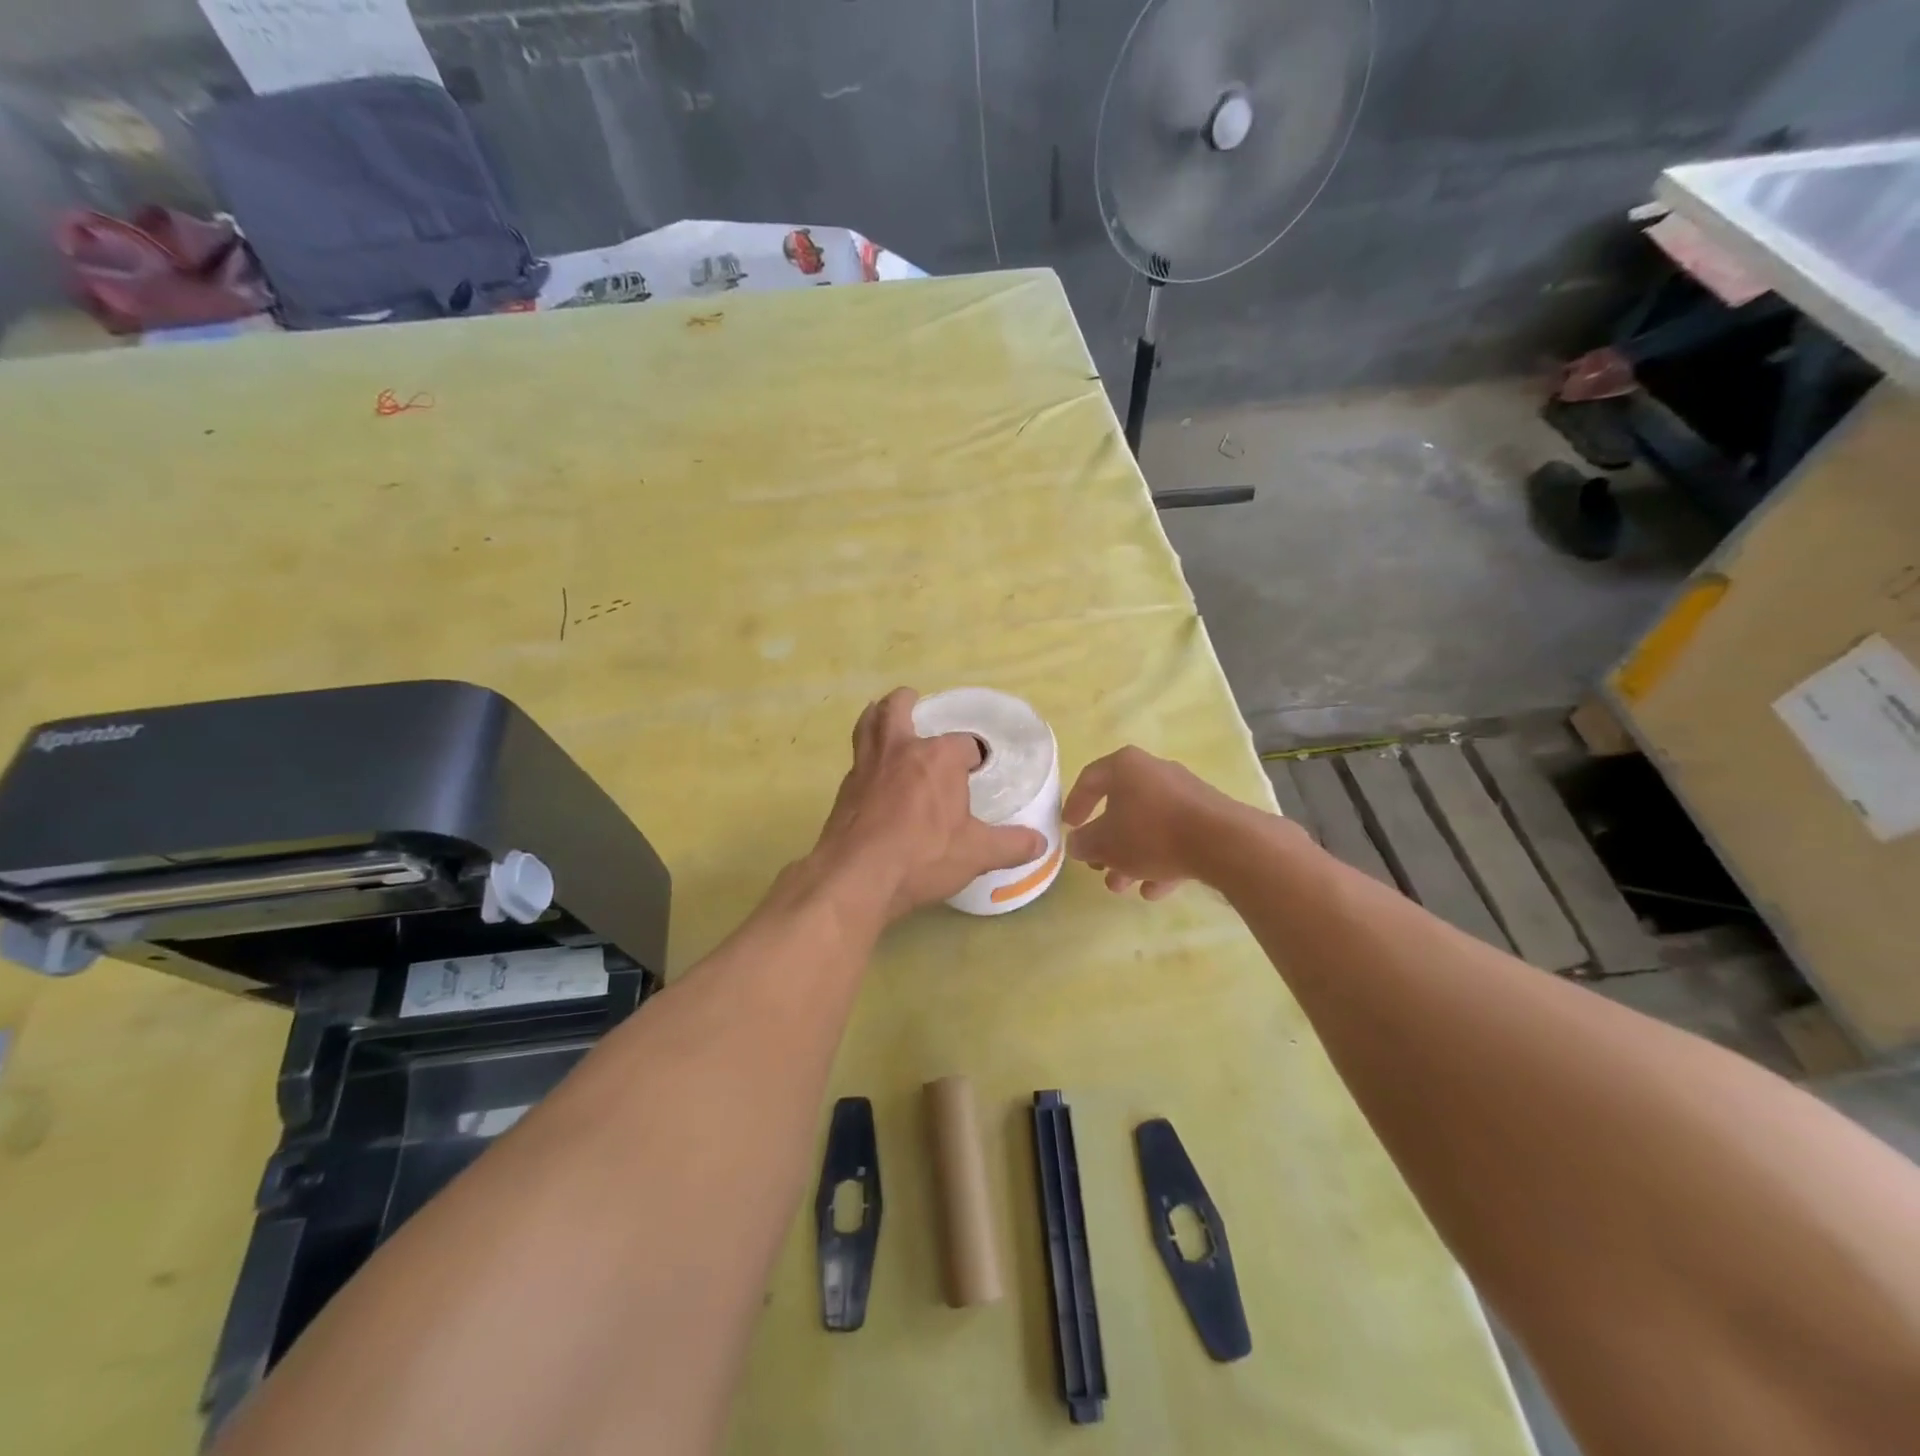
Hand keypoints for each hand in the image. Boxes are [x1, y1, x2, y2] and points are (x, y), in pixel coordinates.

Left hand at [813, 689, 1047, 921]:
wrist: (857, 876)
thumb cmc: (923, 857)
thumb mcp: (976, 854)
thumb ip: (1011, 845)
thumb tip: (1041, 842)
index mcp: (938, 758)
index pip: (965, 744)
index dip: (974, 756)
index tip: (976, 772)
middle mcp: (900, 750)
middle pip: (898, 709)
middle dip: (908, 702)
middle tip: (914, 702)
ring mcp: (867, 766)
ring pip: (868, 725)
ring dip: (877, 715)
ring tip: (883, 717)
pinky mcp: (845, 788)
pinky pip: (856, 759)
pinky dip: (865, 755)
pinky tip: (872, 773)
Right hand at [1063, 746, 1245, 899]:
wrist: (1222, 842)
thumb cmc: (1151, 833)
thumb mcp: (1105, 843)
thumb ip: (1084, 843)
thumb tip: (1077, 843)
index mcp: (1125, 766)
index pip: (1090, 779)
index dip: (1074, 804)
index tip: (1068, 827)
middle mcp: (1155, 772)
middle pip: (1122, 807)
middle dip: (1107, 843)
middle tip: (1097, 866)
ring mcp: (1185, 794)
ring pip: (1149, 826)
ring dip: (1132, 857)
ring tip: (1122, 886)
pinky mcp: (1208, 816)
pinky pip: (1176, 837)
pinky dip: (1162, 860)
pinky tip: (1154, 890)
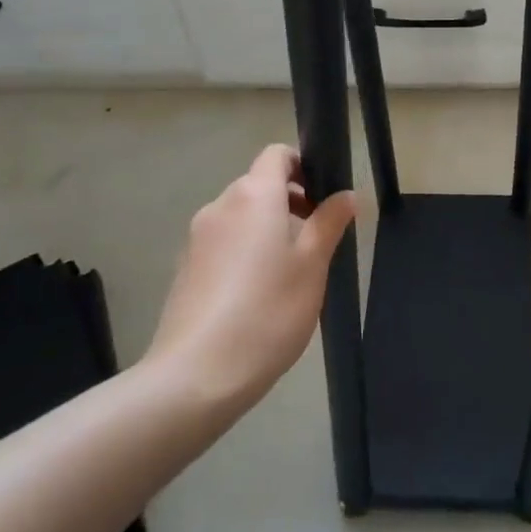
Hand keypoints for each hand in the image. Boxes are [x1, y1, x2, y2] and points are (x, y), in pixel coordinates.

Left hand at [144, 145, 354, 411]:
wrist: (194, 376)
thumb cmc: (267, 311)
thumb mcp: (312, 266)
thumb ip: (329, 223)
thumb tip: (346, 194)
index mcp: (254, 195)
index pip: (277, 155)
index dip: (303, 166)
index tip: (323, 197)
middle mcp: (221, 205)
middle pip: (258, 185)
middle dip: (289, 201)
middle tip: (317, 239)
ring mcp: (197, 238)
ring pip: (241, 216)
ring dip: (267, 228)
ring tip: (289, 273)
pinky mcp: (184, 269)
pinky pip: (223, 244)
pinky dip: (244, 252)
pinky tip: (257, 296)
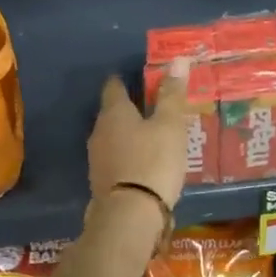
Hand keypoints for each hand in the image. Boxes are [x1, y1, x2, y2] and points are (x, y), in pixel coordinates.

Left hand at [87, 59, 191, 210]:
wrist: (130, 216)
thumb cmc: (153, 161)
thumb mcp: (170, 125)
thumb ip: (172, 94)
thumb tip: (177, 60)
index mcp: (114, 112)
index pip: (114, 86)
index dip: (125, 79)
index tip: (140, 77)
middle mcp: (99, 131)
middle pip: (112, 112)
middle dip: (131, 108)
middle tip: (153, 106)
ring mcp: (97, 158)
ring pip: (113, 137)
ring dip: (129, 134)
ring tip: (152, 135)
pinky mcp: (102, 182)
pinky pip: (116, 159)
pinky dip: (129, 155)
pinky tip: (145, 162)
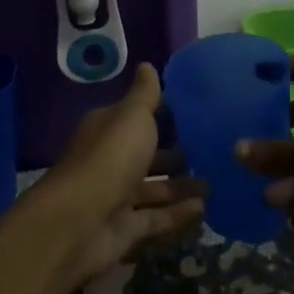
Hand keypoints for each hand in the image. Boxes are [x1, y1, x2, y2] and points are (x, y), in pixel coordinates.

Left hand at [24, 63, 204, 290]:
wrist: (79, 221)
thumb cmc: (110, 157)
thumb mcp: (132, 116)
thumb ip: (145, 95)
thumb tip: (147, 65)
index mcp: (108, 129)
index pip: (137, 117)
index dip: (163, 114)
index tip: (195, 113)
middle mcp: (110, 160)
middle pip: (146, 154)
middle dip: (174, 153)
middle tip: (209, 152)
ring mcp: (116, 196)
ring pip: (154, 188)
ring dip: (181, 185)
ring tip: (214, 183)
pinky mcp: (125, 228)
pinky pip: (156, 218)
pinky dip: (177, 213)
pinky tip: (204, 209)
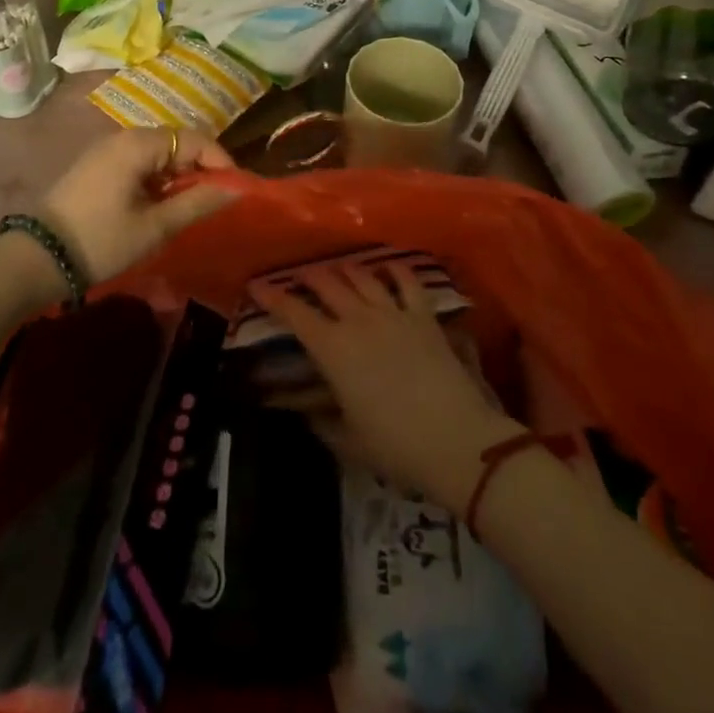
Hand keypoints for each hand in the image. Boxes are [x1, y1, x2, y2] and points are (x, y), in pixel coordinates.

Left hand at [39, 128, 237, 284]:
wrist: (37, 258)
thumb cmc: (101, 240)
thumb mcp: (155, 226)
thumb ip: (197, 202)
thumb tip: (235, 188)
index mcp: (138, 144)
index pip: (194, 139)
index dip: (219, 160)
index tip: (234, 188)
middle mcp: (122, 138)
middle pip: (176, 141)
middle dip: (199, 168)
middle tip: (214, 200)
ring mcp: (106, 151)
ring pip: (157, 153)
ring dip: (178, 175)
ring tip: (189, 207)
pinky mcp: (96, 167)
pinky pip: (138, 162)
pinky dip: (156, 179)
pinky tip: (159, 206)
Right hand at [261, 263, 521, 511]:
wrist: (456, 440)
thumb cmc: (395, 446)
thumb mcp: (349, 441)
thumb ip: (322, 422)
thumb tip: (306, 410)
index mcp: (333, 349)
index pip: (295, 313)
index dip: (273, 297)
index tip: (257, 286)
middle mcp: (358, 320)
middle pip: (328, 284)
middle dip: (308, 276)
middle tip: (298, 276)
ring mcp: (393, 313)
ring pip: (363, 276)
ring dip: (345, 269)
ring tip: (337, 268)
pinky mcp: (424, 316)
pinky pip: (407, 281)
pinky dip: (394, 269)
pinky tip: (388, 266)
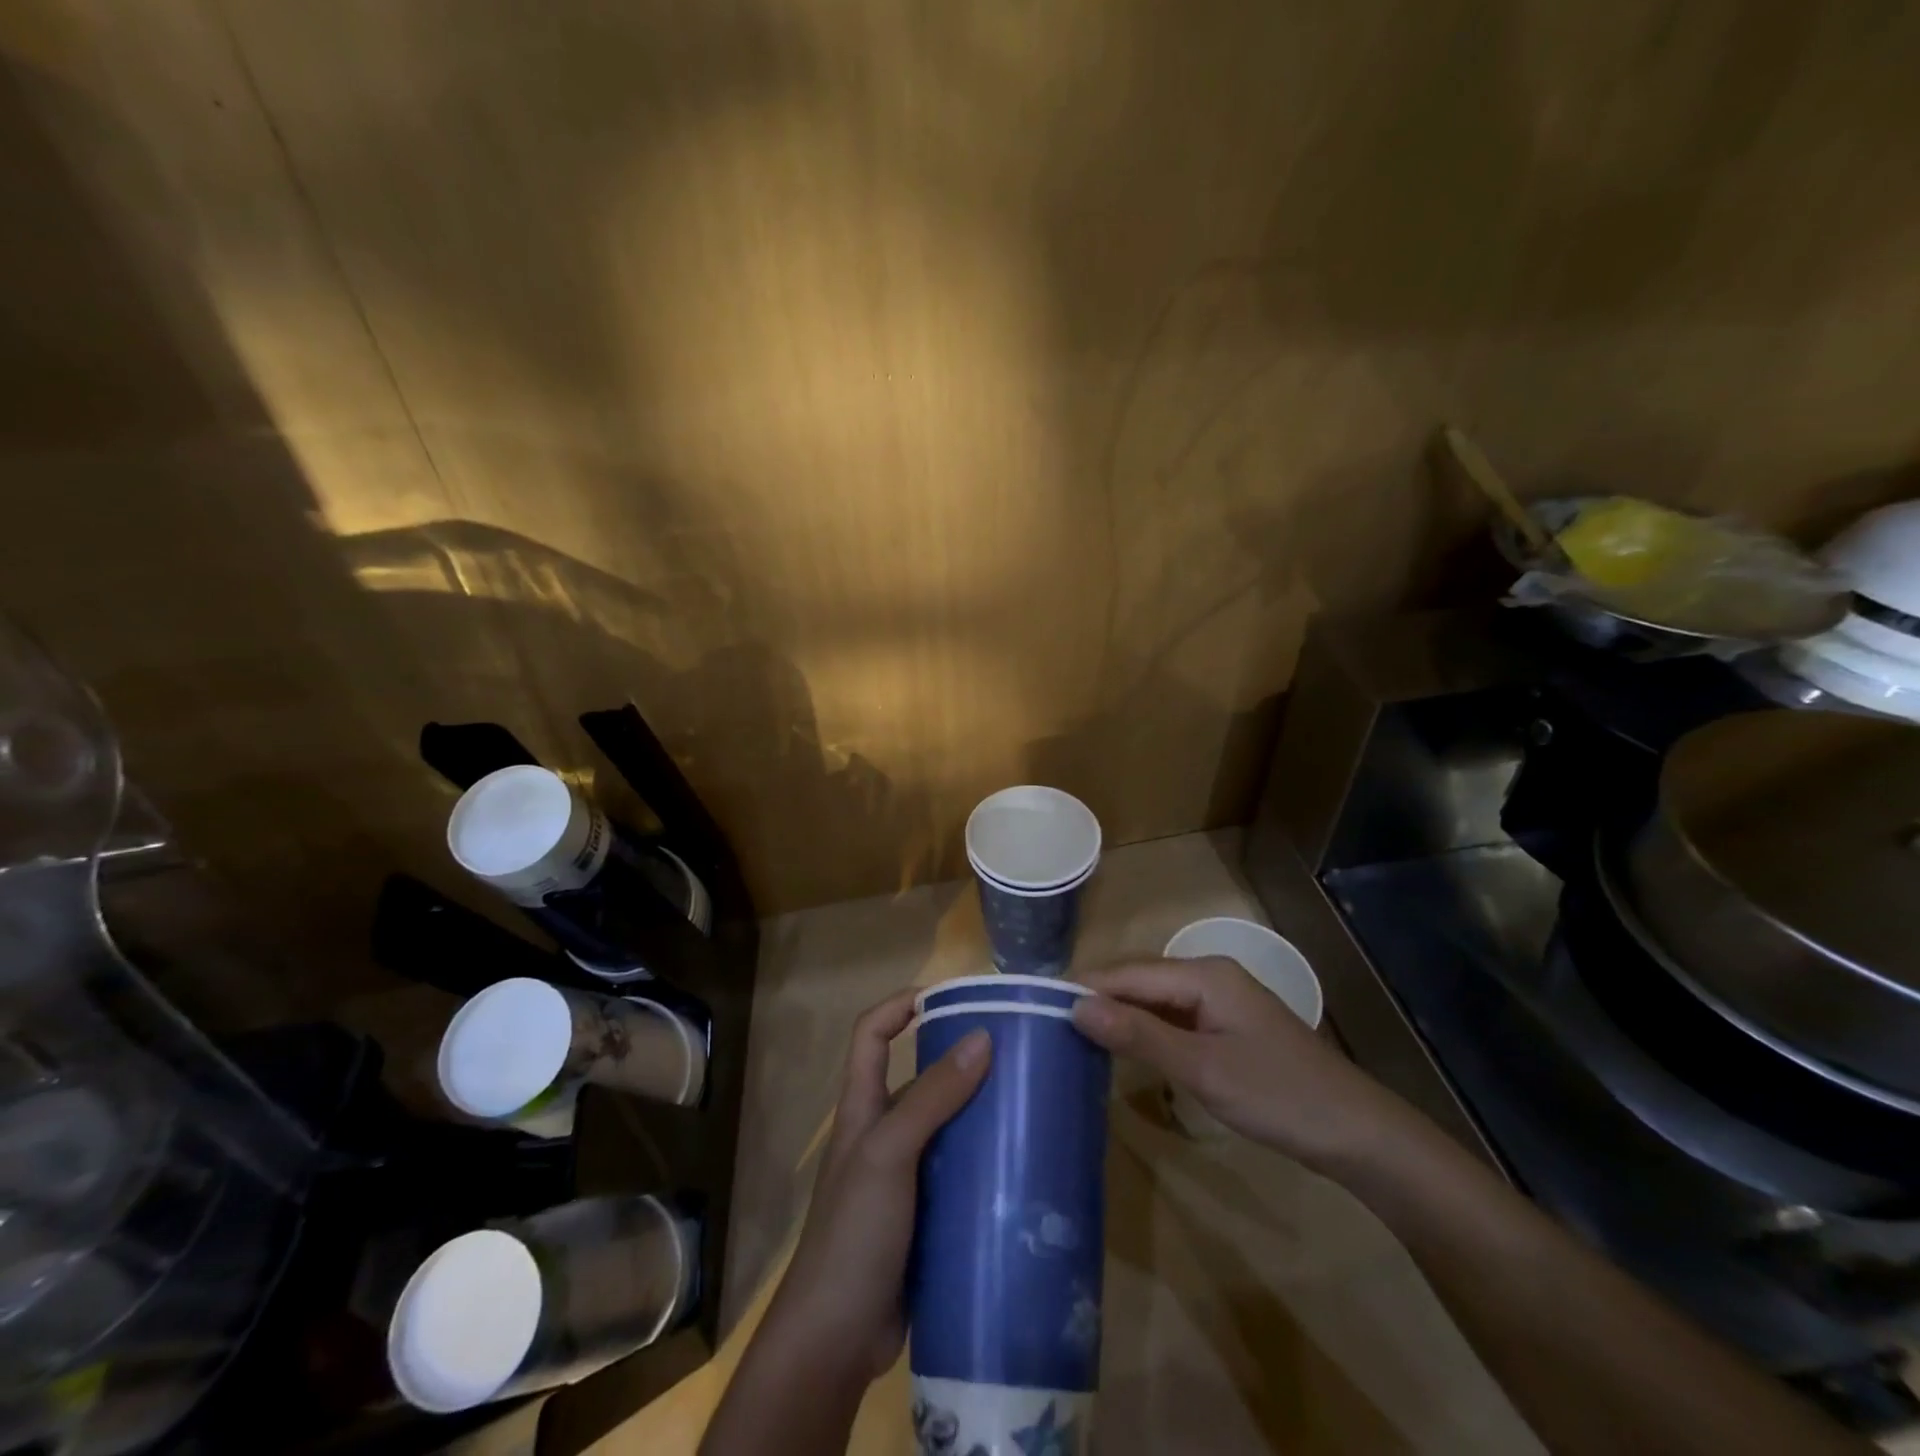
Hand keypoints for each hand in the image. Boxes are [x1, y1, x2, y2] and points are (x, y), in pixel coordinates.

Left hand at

────

§ ACTIVITY: For the listing above, identify each line bearing "wrist".

§ ANSWER SPACE:
wrist: (857, 876)
wrist: (1222, 842)
wrist: (194, 376)
wrist: (130, 216)
wrist: (79, 221)
wrist: (37, 258)
wrist: (456, 440)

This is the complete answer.